Thursday, January 29, 2009

Prayer Request

Isabella is learning so fast. She is climbing on tables and getting into everything. I know how parents of twins must feel. Two! getting to everything in two different directions at the same time. Morgan and Bella have learned how to tag team me. They absolutely wear me out.



I am so ready to get back to teaching. I feel like no one is behind me in my quest to regain my independence, though. There are some that point out how bad the teaching job situation is right now and suggest that it would be better to sit still right now. There is some family members that let me know all of the bad things, according to them, that I do, especially if it doesn't benefit them. I do my best to help in any way I can, but it doesn't seem to be enough. I guess I am just frustrated at my situation right now, and I have to be patient to get to the place that I want to be. If you know me then you know that I am a very patient person. Very Patient. I just wish that my life didn't require quite so much patience. I prayed for patience once in college, and I guess I am being tested in that area. I have been trying to get in school for about a year now.

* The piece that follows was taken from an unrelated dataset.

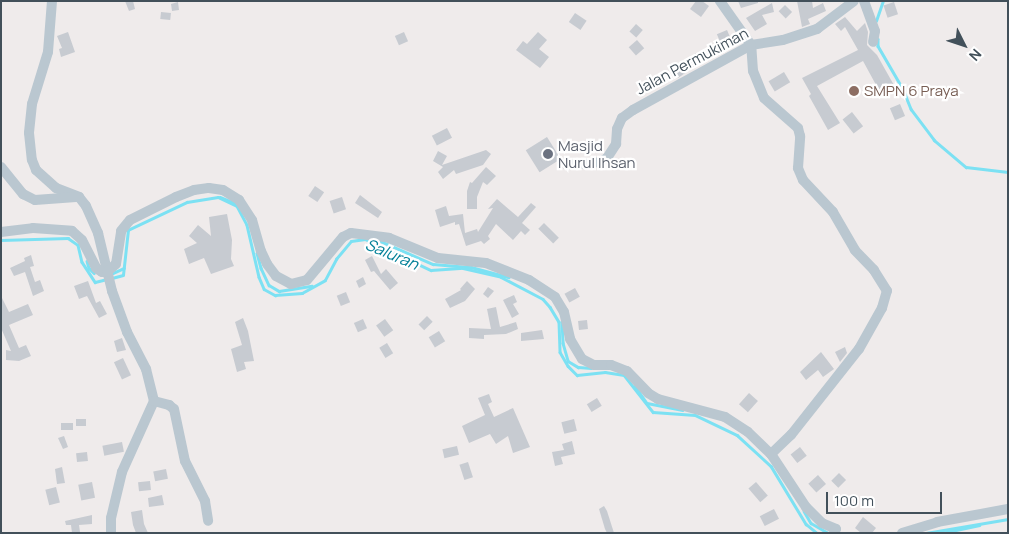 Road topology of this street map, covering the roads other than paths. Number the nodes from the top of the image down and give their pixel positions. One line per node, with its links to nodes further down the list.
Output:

There has either been the issue of of money or transportation. I haven't seemed to have both at the same time. I pray that it will come together this summer. I just need someone on my side. And logically I know that Christ is always on my side. That He has my back at every turn in the bend, but a lot of times I feel all alone in my quest.

I want my life to be consumed by Christ. I want to get up in the morning thinking on His will, go through the day thinking about His will, and go to sleep thinking on His will. My weak human nature must be sacrificed for His glory. All who read this, the one or two that do, please pray that I continually, actively seek God's will, and apply it to my life no matter how hard it may be.